▶ Task statement:
Each line below with the word "dead" needs to be copied.

┌─ Dataset

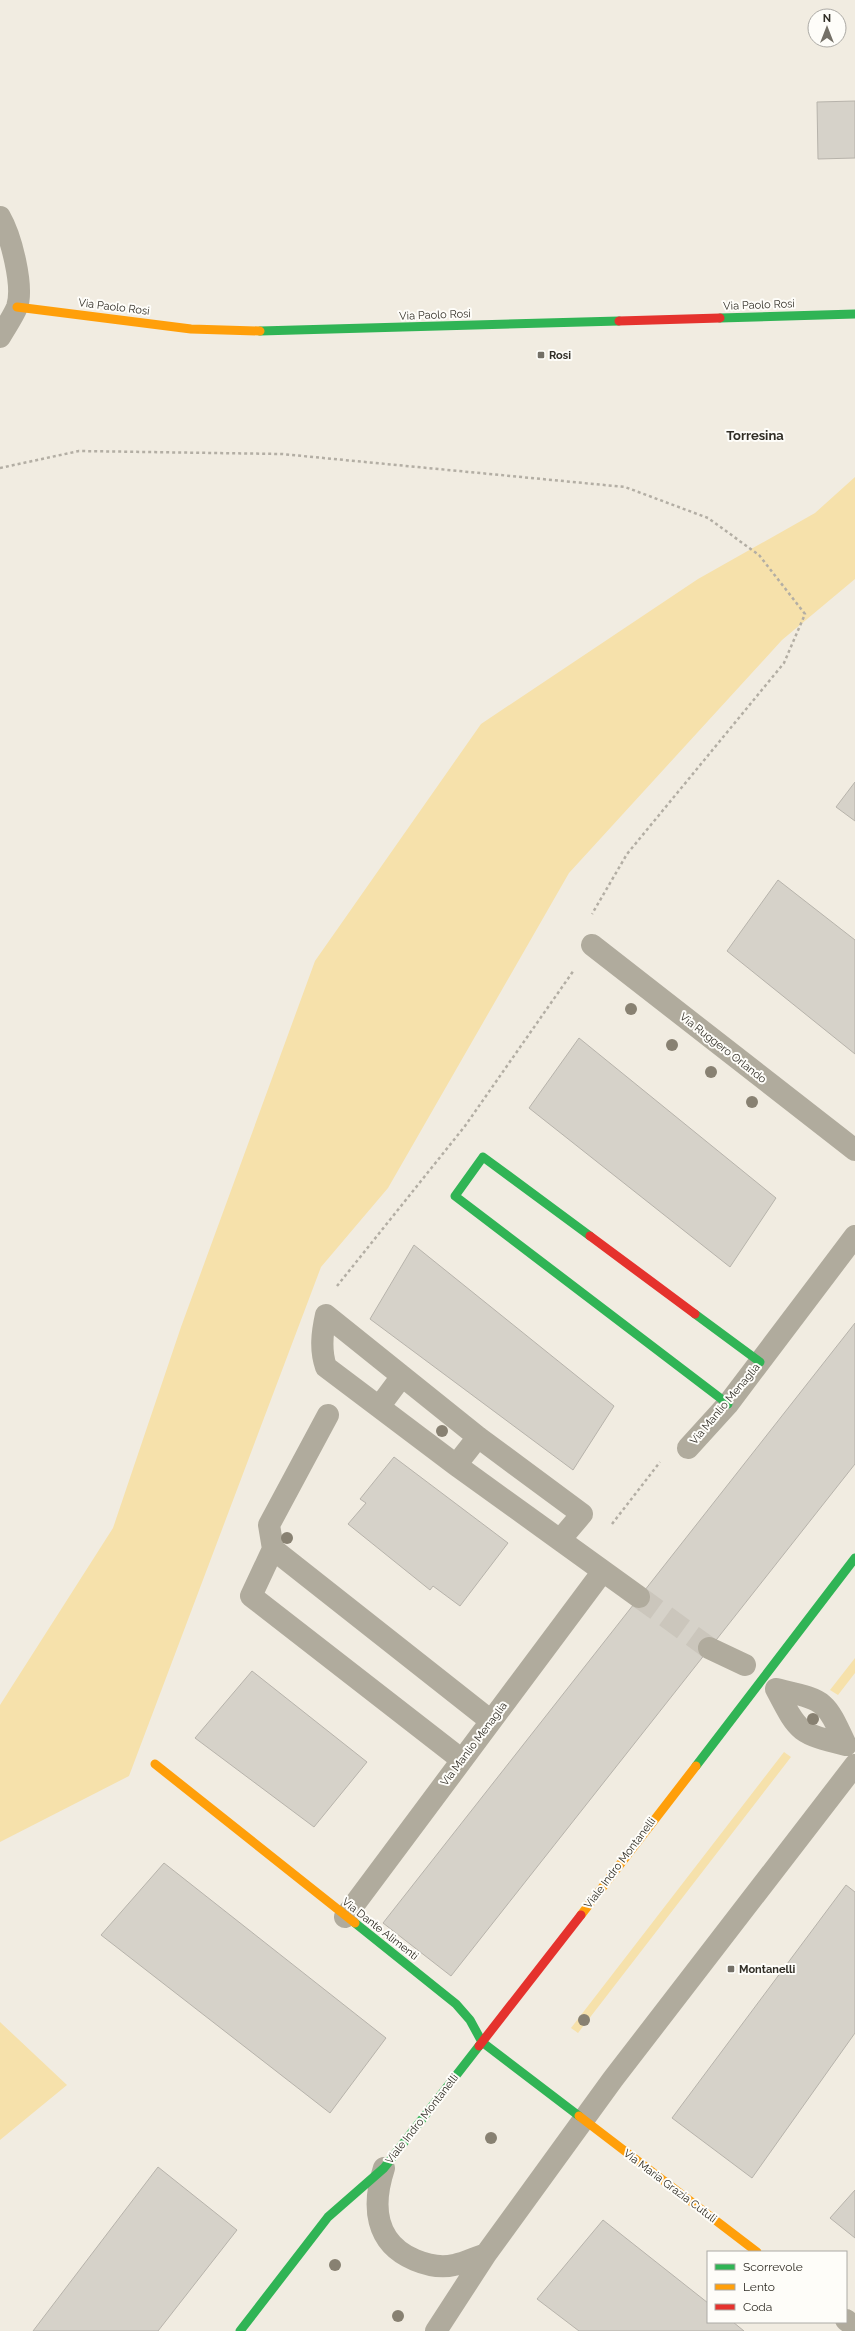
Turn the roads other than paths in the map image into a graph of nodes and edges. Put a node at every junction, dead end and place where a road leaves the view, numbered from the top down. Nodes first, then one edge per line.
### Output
1 (0, 217) edge
2 (17, 307) junction
3 (855, 314) edge
4 (0, 337) edge
5 (592, 945) road end
6 (855, 1150) edge
7 (855, 1236) edge
8 (760, 1362) junction
9 (402, 1376) junction
10 (728, 1404) junction
11 (379, 1407) junction
12 (328, 1415) dead end
13 (478, 1437) junction
14 (688, 1448) road end
15 (456, 1465) junction
16 (560, 1540) junction
17 (273, 1549) junction
18 (855, 1558) edge
19 (603, 1571) junction
20 (639, 1597) tunnel mouth
21 (709, 1648) tunnel mouth
22 (745, 1665) dead end
23 (491, 1721) junction
24 (462, 1760) junction
25 (155, 1764) dead end
26 (855, 1764) edge
27 (345, 1916) junction
28 (482, 2042) junction
29 (584, 2119) junction
30 (384, 2168) junction
31 (756, 2251) edge
32 (486, 2254) junction
33 (847, 2321) edge
34 (855, 2327) edge
35 (240, 2331) edge
36 (436, 2331) edge

1 - 2 street
2 - 3 street, Via Paolo Rosi
2 - 4 street
5 - 6 street, Via Ruggero Orlando
7 - 8 street, Via Manlio Menaglia
8 - 10 street, Via Manlio Menaglia
8 - 10 street
9 - 11 street
9 - 11 street
9 - 13 street
10 - 14 street, Via Manlio Menaglia
11 - 15 street
12 - 17 street
13 - 15 street
13 - 16 street
15 - 16 street
16 - 19 street
17 - 23 street
17 - 24 street
18 - 28 street, Viale Indro Montanelli
19 - 20 street
19 - 23 street, Via Manlio Menaglia
21 - 22 street
23 - 24 street, Via Manlio Menaglia
24 - 27 street, Via Manlio Menaglia
25 - 27 street, Via Dante Alimenti
26 - 29 street
27 - 28 street, Via Dante Alimenti
28 - 29 street, Via Dante Alimenti
28 - 30 street, Viale Indro Montanelli
29 - 31 street, Via Maria Grazia Cutuli
29 - 32 street
30 - 32 street, Viale Indro Montanelli
30 - 35 street, Viale Indro Montanelli
32 - 36 street
33 - 34 street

└─

▶ Reply:
Turn the roads other than paths in the map image into a graph of nodes and edges. Put a node at every junction, dead end and place where a road leaves the view, numbered from the top down. Nodes first, then one edge per line.
12 (328, 1415) dead end
22 (745, 1665) dead end
25 (155, 1764) dead end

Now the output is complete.